> [WHAT IS EXPECTED] Which lines below contain "Flotis"? Pull them out.

> [Data excerpts]

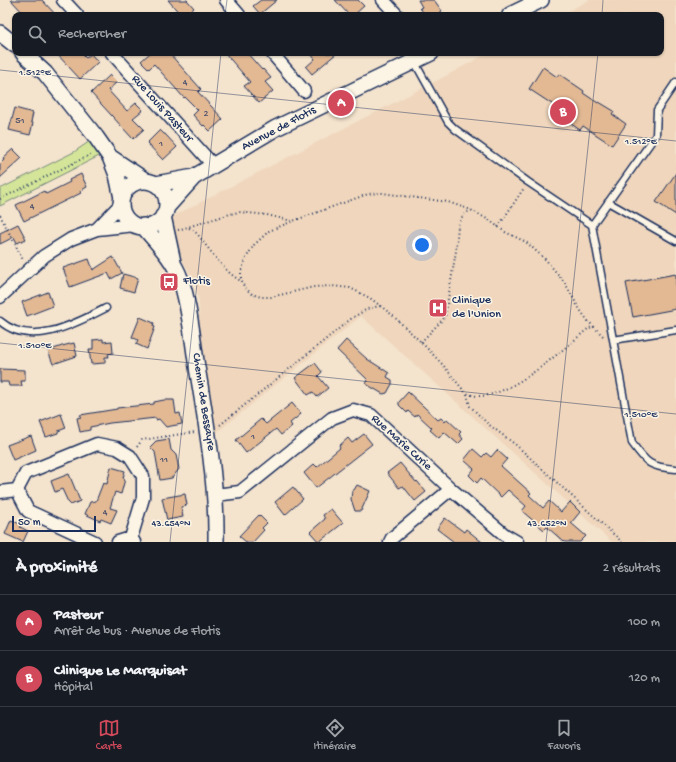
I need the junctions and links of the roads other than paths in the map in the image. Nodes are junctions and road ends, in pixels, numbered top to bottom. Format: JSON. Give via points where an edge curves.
{"nodes":[{"id":1,"x":64,"y":0,"type":"edge"},
{"id":2,"x":226,"y":0,"type":"edge"},
{"id":3,"x":383,"y":0,"type":"edge"},
{"id":4,"x":542,"y":0,"type":"edge"},
{"id":5,"x":74,"y":12,"type":"edge"},
{"id":6,"x":236,"y":12,"type":"edge"},
{"id":7,"x":393,"y":12,"type":"edge"},
{"id":8,"x":516,"y":12,"type":"edge"},
{"id":9,"x":0,"y":34,"type":"edge"},
{"id":10,"x":12,"y":43,"type":"edge"},
{"id":11,"x":26,"y":56,"type":"edge"},
{"id":12,"x":115,"y":56,"type":"edge"},
{"id":13,"x":275,"y":56,"type":"edge"},
{"id":14,"x":413,"y":57,"type":"edge"},
{"id":15,"x":676,"y":82,"type":"edge"},
{"id":16,"x":304,"y":90,"type":"dead end"},
{"id":17,"x":107,"y":152,"type":"junction"},
{"id":18,"x":213,"y":165,"type":"junction"},
{"id":19,"x":194,"y":177,"type":"junction"},
{"id":20,"x":151,"y":182,"type":"junction"},
{"id":21,"x":122,"y":200,"type":"junction"},
{"id":22,"x":608,"y":202,"type":"junction"},
{"id":23,"x":165,"y":212,"type":"junction"},
{"id":24,"x":592,"y":225,"type":"junction"},
{"id":25,"x":139,"y":226,"type":"junction"},
{"id":26,"x":98,"y":229,"type":"junction"},
{"id":27,"x":676,"y":241,"type":"edge"},
{"id":28,"x":174,"y":265,"type":"junction"},
{"id":29,"x":0,"y":297,"type":"edge"},
{"id":30,"x":106,"y":308,"type":"dead end"},
{"id":31,"x":0,"y":321,"type":"edge"},
{"id":32,"x":676,"y":330,"type":"edge"},
{"id":33,"x":613,"y":340,"type":"junction"},
{"id":34,"x":676,"y":469,"type":"edge"},
{"id":35,"x":451,"y":489,"type":"junction"},
{"id":36,"x":18,"y":490,"type":"junction"},
{"id":37,"x":0,"y":492,"type":"edge"},
{"id":38,"x":215,"y":495,"type":"junction"},
{"id":39,"x":133,"y":540,"type":"edge"},
{"id":40,"x":96,"y":542,"type":"edge"},
{"id":41,"x":118,"y":542,"type":"edge"},
{"id":42,"x":216,"y":542,"type":"edge"},
{"id":43,"x":390,"y":542,"type":"edge"},
{"id":44,"x":517,"y":542,"type":"edge"}],
"edges":[{"from":1,"to":5,"type":"street"},
{"from":2,"to":6,"type":"street"},
{"from":3,"to":7,"type":"street"},
{"from":4,"to":8,"type":"street"},
{"from":9,"to":10,"type":"street"},
{"from":11,"to":17,"type":"street","via":[[45,73]]},
{"from":12,"to":18,"type":"street","name":"Rue Louis Pasteur"},
{"from":13,"to":16,"type":"street"},
{"from":14,"to":18,"type":"street","name":"Avenue de Flotis","via":[[276,128]]},
{"from":14,"to":24,"type":"lane","via":[[448,122],[455,129]]},
{"from":15,"to":22,"type":"lane","via":[[656,110],[656,135]]},
{"from":17,"to":20,"type":"street"},
{"from":17,"to":21,"type":"street","via":[[117,175]]},
{"from":18,"to":19,"type":"street","name":"Avenue de Flotis"},
{"from":19,"to":20,"type":"street","name":"Avenue de Flotis"},
{"from":19,"to":23,"type":"street","name":"Avenue de Flotis"},
{"from":20,"to":21,"type":"street","via":[[131,185]]},
{"from":20,"to":23,"type":"street","via":[[165,194]]},
{"from":21,"to":25,"type":"street","via":[[125,216]]},
{"from":21,"to":26,"type":"street"},
{"from":22,"to":24,"type":"lane"},
{"from":22,"to":27,"type":"lane"},
{"from":23,"to":25,"type":"street","via":[[154,224]]},
{"from":23,"to":28,"type":"street","name":"Chemin de Bessayre"},
{"from":24,"to":33,"type":"lane"},
{"from":25,"to":26,"type":"street"},
{"from":25,"to":28,"type":"street","name":"Chemin de Bessayre"},
{"from":26,"to":29,"type":"street","via":[[71,239],[44,256]]},
{"from":28,"to":38,"type":"street","name":"Chemin de Bessayre","via":[[188,313],[208,430]]},
{"from":30,"to":31,"type":"lane","via":[[48,332],[19,332]]},
{"from":32,"to":33,"type":"lane"},
{"from":33,"to":34,"type":"lane","via":[[632,443],[645,461],[660,468]]},
{"from":35,"to":38,"type":"street","name":"Rue Marie Curie","via":[[371,414],[353,410],[332,418],[240,492]]},
{"from":35,"to":43,"type":"street"},
{"from":35,"to":44,"type":"street","name":"Rue Marie Curie","via":[[505,535]]},
{"from":36,"to":37,"type":"street"},
{"from":36,"to":39,"type":"street","via":[[26,473],[98,444],[117,448],[130,456],[143,476],[143,498]]},
{"from":36,"to":40,"type":"street","via":[[28,511]]},
{"from":38,"to":42,"type":"street","name":"Chemin de Bessayre"},
{"from":39,"to":41,"type":"street"}]}
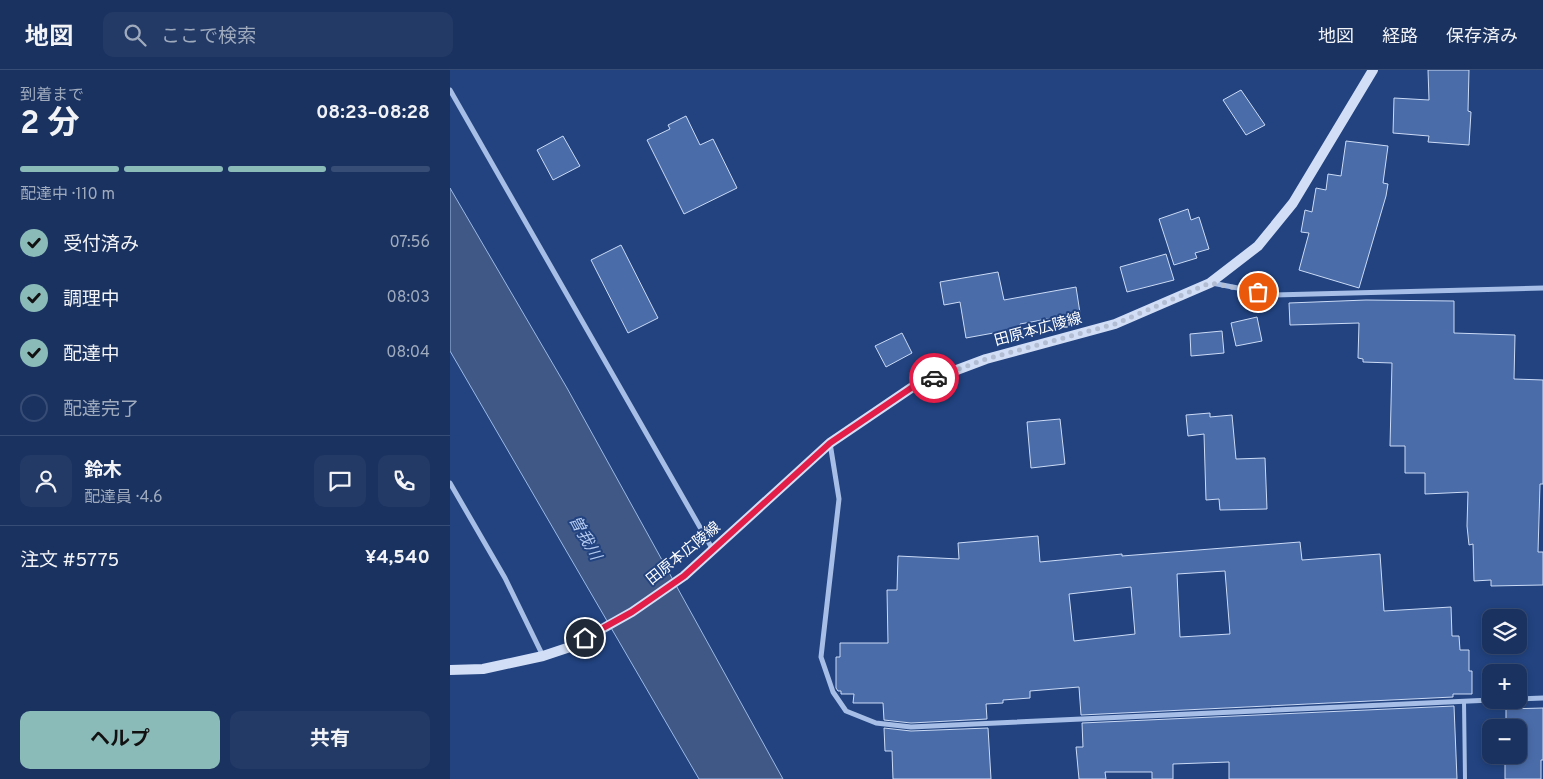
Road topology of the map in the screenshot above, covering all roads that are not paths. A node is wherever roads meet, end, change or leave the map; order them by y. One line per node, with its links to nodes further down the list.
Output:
1 (1373, 70): 3 (main road, 田原本広陵線)
2 (450, 90): 7 (street)
3 (1210, 283): 4 (street); 5 (main road, 田原本広陵線)
4 (1543, 288)
5 (830, 443): 7 (main road, 田原本広陵線); 13 (street)
6 (450, 483): 8 (street)
7 (714, 550): 8 (main road, 田原本広陵線)
8 (543, 656): 9 (main road, 田原本広陵線)
9 (450, 670)
10 (1543, 698): 11 (street)
11 (1527, 699)
12 (1482, 700): 13 (street)
13 (1464, 701): 14 (lane)
14 (1464, 779)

> [WRITTEN SOLUTION]
{"from":14,"to":18,"type":"street","name":"Avenue de Flotis","via":[[276,128]]},
{"from":18,"to":19,"type":"street","name":"Avenue de Flotis"},
{"from":19,"to":20,"type":"street","name":"Avenue de Flotis"},
{"from":19,"to":23,"type":"street","name":"Avenue de Flotis"},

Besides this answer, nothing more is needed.